Meet The Influencers Making The Return of Y2K Beauty and Fashion More Inclusive

At this moment in the fashion and beauty industry, it feels like we’ve all unknowingly

At this moment in the fashion and beauty industry, it feels like we’ve all unknowingly stepped into a time machine and landed in 2002. It seems like every day a new trend from the decade is returning, including butterfly clips, chunky highlights, and even stretch comb headbands. From Bella Hadid’s skinny eyebrows to Rihanna’s new horizontal highlights, to everybody in bucket hats. Y2K style is back in full swing. And while many trends have been generally fun to see again, others come back accompanied by mixed emotions. Some trends, like low-rise jeans, are equally as divisive today as they were 20 years ago. Maybe you are interested in Rattan Sofa.

The glittery and bedazzled nature of the 2000s, makes it easy to forget that the decade had an enormous issue with glamorizing pro-anorexia body standards. In fact, Y2K nostalgic content on Gen Z platforms is already once again falling into the trap of associating Y2K culture with extreme thinness. With eating disorders currently on the rise, it seems like the revival has the potential to set back some of the progress the industry has made in regard to size inclusivity. So is it possible to celebrate the decade without perpetuating thinness? 18-year-old Y2K beauty influencer Tiaynna McClyde says so.

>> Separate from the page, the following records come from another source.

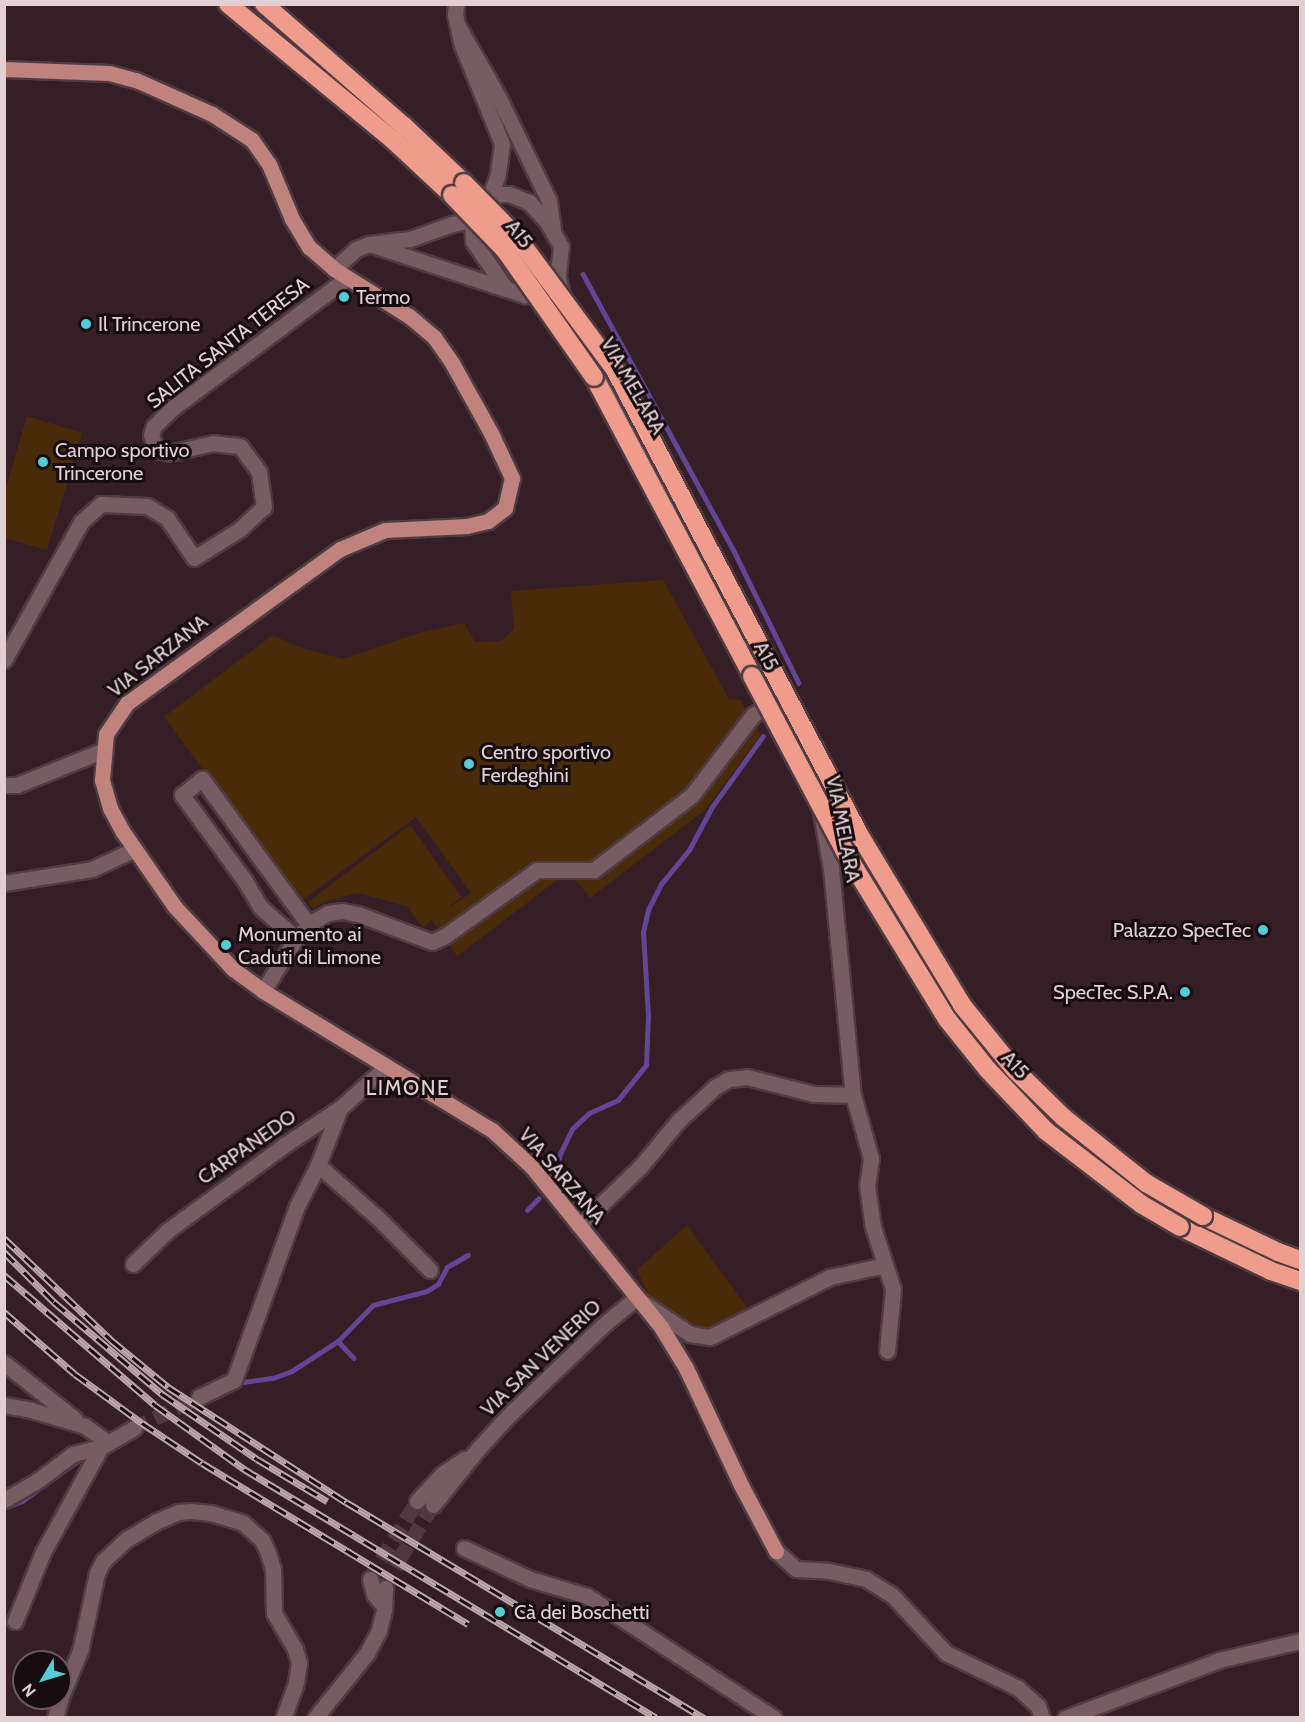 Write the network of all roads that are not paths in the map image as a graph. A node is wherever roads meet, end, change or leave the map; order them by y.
1 (228, 4) edge
2 (264, 4) edge
3 (456, 4) edge
4 (458, 26) junction
5 (4, 69) edge
6 (399, 133) junction
7 (458, 189) junction
8 (491, 194) junction
9 (472, 220) junction
10 (554, 233) junction
11 (369, 244) junction
12 (340, 273) junction
13 (558, 277) junction
14 (506, 289) junction
15 (525, 295) junction
16 (576, 332) junction
17 (5, 658) edge
18 (775, 701) junction
19 (104, 750) junction
20 (4, 785) edge
21 (135, 849) junction
22 (4, 883) edge
23 (309, 925) junction
24 (296, 938) junction
25 (263, 991) junction
26 (387, 1066) junction
27 (853, 1095) junction
28 (340, 1108) junction
29 (318, 1165) junction
30 (579, 1226) junction
31 (1300, 1260) edge
32 (133, 1264) dead end
33 (885, 1265) junction
34 (430, 1270) dead end
35 (1300, 1281) edge
36 (636, 1298) junction
37 (887, 1350) dead end
38 (4, 1363) edge
39 (199, 1397) tunnel mouth
40 (4, 1406) edge
41 (85, 1426) junction
42 (134, 1428) tunnel mouth
43 (105, 1445) junction
44 (477, 1450) junction
45 (4, 1500) edge
46 (417, 1501) tunnel mouth
47 (433, 1505) tunnel mouth
48 (464, 1548) dead end
49 (776, 1551) joint
50 (370, 1579) dead end
51 (385, 1588) tunnel mouth
52 (384, 1607) junction
53 (15, 1622) dead end
54 (1300, 1641) edge
55 (55, 1718) edge
56 (283, 1718) edge
57 (315, 1718) edge
58 (774, 1718) edge
59 (1042, 1718) edge
60 (1065, 1718) edge

1 - 6 highway, A15
2 - 6 highway, A15
3 - 4 street
4 - 8 street
4 - 10 street
5 - 12 main road, VIA SARZANA
6 - 7 highway, A15 / A15
7 - 31 highway, A15 / A15, bridge
7 - 35 highway, A15 / A15, bridge
8 - 9 street
8 - 10 street
9 - 11 street
9 - 14 street
10 - 13 street
11 - 12 street
11 - 14 street
12 - 17 street, SALITA SANTA TERESA
12 - 19 main road, VIA SARZANA
13 - 15 street
13 - 16 street, VIA MELARA
14 - 15 street
15 - 16 street, VIA MELARA
16 - 18 street, VIA MELARA
18 - 23 street
18 - 27 street, VIA MELARA
19 - 20 street
19 - 21 main road, VIA SARZANA
21 - 22 street
21 - 25 main road, VIA SARZANA
23 - 24 street
23 - 24 street
24 - 25 street
25 - 26 main road, VIA SARZANA
26 - 28 street, CARPANEDO
26 - 30 main road, VIA SARZANA
27 - 30 street
27 - 33 street, VIA MELARA
28 - 29 street
28 - 32 street, CARPANEDO
29 - 34 street
29 - 39 street
30 - 36 main road, VIA SARZANA
33 - 36 street
33 - 37 street, VIA MELARA
36 - 44 street, VIA SAN VENERIO
36 - 49 main road, VIA SARZANA
38 - 41 street
40 - 41 street
41 - 43 street
42 - 43 street
43 - 45 street
43 - 53 street
44 - 46 street, VIA SAN VENERIO
44 - 47 street, VIA SAN VENERIO
48 - 58 street
49 - 59 street
50 - 52 street
51 - 52 street
52 - 57 street
54 - 60 street
55 - 56 street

McClyde is one of the many plus-size creators reclaiming the Y2K revival, with over 80-thousand followers on Instagram staying up-to-date with her creative takes on 2000s beauty trends like two-toned hair, thin eyebrows, and blue eyeshadow. “I remember seeing how popular Y2K aesthetic was becoming but not seeing one plus-size person,” McClyde told NYLON. “It was so unsatisfying because it made me and others I know feel like we have to lose weight to buy Y2K clothes.”

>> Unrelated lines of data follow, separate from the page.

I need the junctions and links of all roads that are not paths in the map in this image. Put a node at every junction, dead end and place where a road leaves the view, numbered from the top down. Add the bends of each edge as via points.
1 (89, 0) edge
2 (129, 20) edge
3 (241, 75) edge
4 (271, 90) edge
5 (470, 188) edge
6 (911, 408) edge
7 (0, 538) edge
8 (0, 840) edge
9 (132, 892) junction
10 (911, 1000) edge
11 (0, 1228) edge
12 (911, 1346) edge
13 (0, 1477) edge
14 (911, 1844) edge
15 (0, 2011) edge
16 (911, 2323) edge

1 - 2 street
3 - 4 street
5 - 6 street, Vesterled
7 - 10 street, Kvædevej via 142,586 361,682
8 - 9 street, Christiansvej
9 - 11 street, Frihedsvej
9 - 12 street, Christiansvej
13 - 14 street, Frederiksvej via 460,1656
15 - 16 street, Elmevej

McClyde is purposely carving a space for other plus-size people to take part in Y2K trends, so they don’t feel the same way about the generally noninclusive era’s fashion revival in 2022. “I love so much to see a black, phat (pretty, hot, and thick), fem people in Y2K looks because the aesthetic is not just about putting on layers of clothes, it’s about being confident and wearing so many accessories,” they say. McClyde’s favorite Y2K beauty trends are “cyber-punk” and “the auntie hoochie mama” (think of a glammed-up auntie in a micro-mini skirt) because it reminds her of the ’90s and ’00s television shows she watched growing up. Drawing outfit inspiration from the past, McClyde’s Instagram shows off them wearing mesh tops, fluffy hats, and miniskirts with large hoop earrings and colorful eyeshadow.

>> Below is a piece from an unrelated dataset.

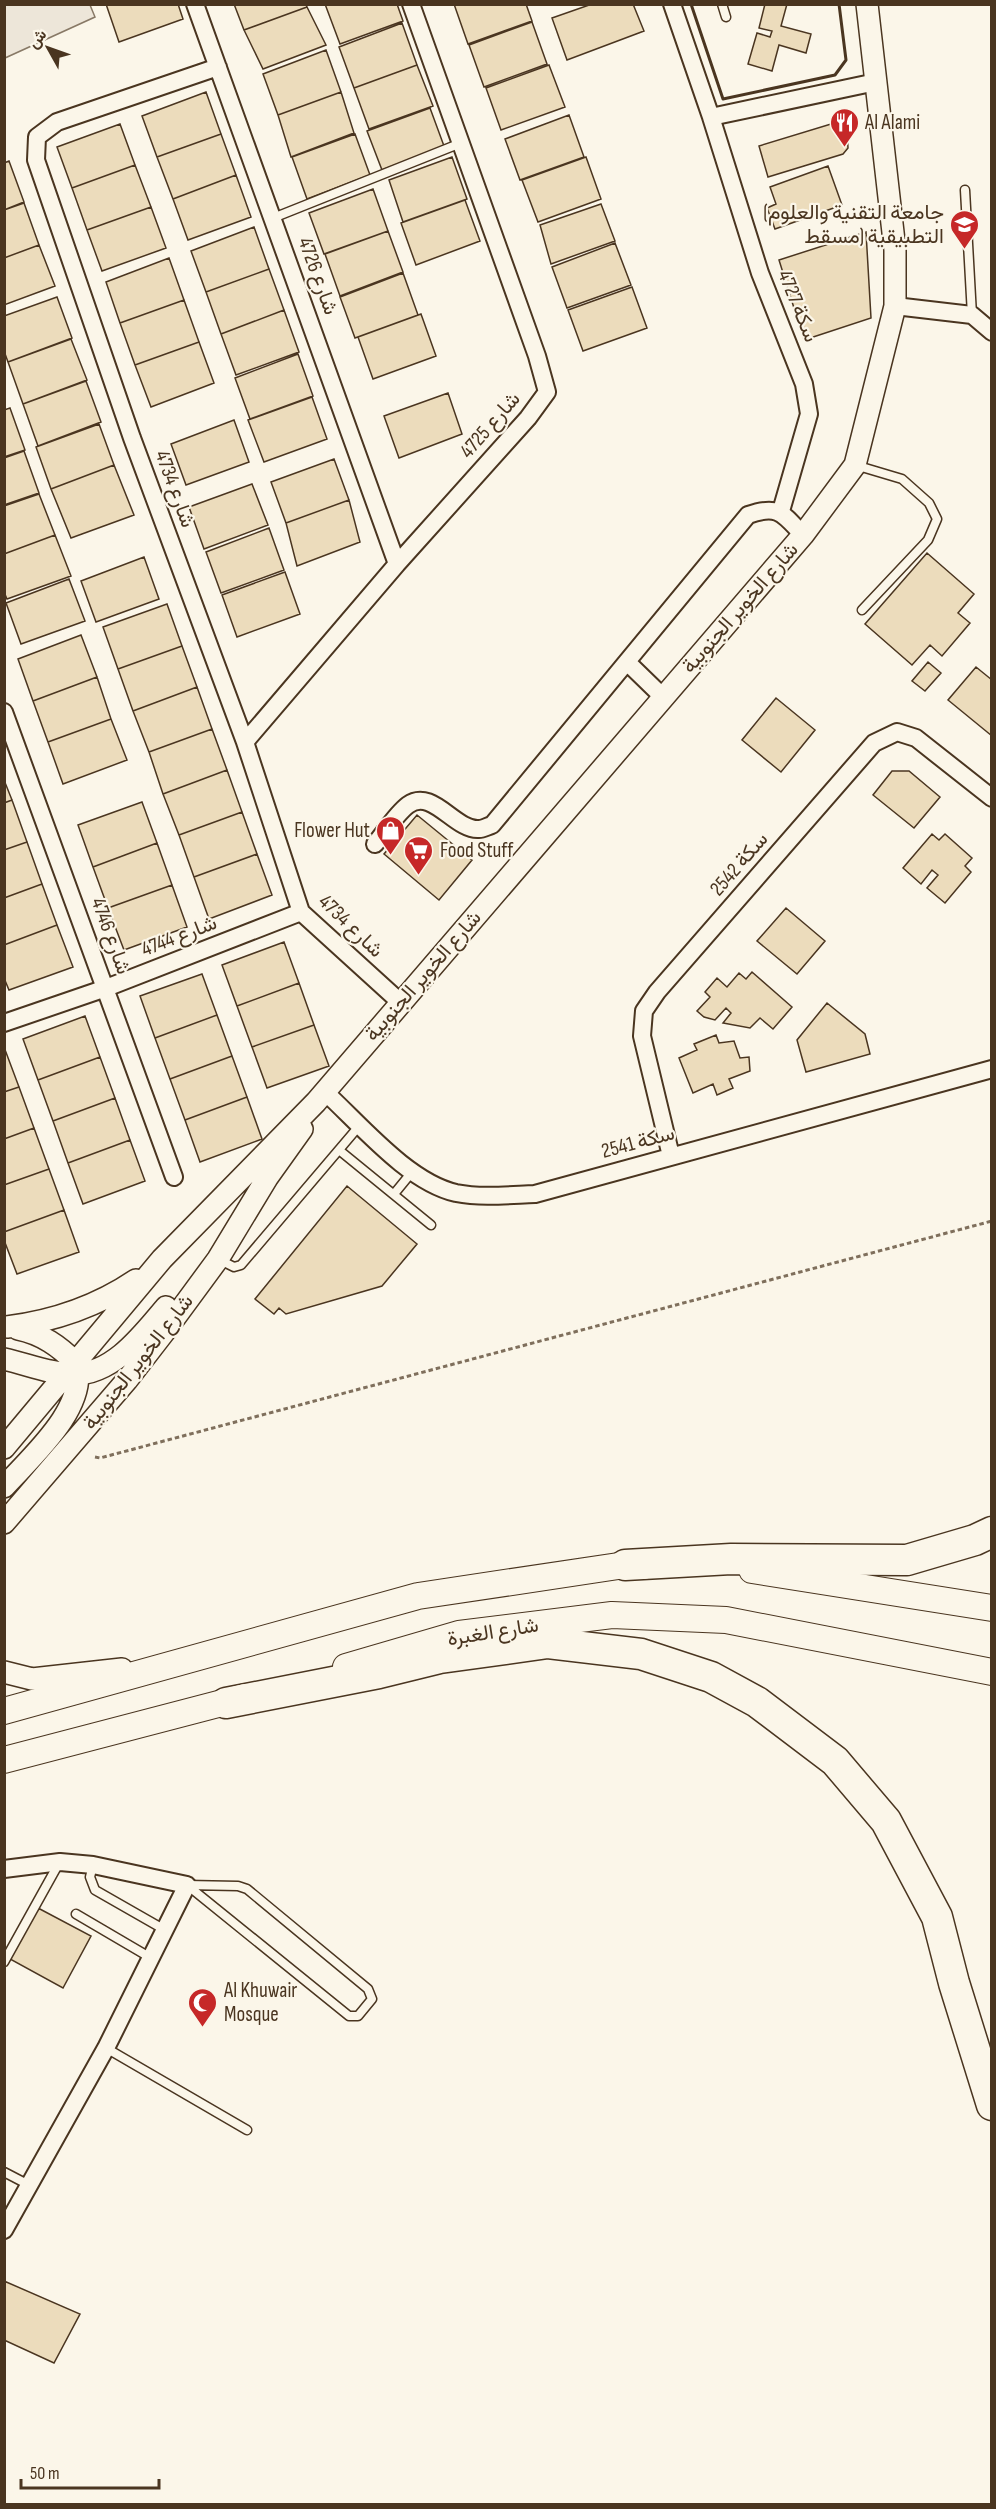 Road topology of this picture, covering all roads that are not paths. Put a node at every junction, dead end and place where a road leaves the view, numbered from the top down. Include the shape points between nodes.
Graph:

Tamara Malas, the founder of her eponymous plus-size clothing brand, says she’s seen many customers looking to engage with more inclusive Y2K trends. “When I think Y2K my brain immediately takes me to childhood, spending weekends at the local mall browsing Limited Too and watching Zenon Girl of the 21st Century,” she says. “But that time period celebrated the polar opposite of inclusivity. These days I’m so thankful that individuality is a lot more celebrated and embraced.” Malas is most excited about Y2K nail art, saying she is “obsessed with the process and love the concept of wearable art on your fingertips that takes 2-3 hours to apply.” Her Instagram is full of plus-size creators and models rocking colorful throwback prints and elaborate nail art.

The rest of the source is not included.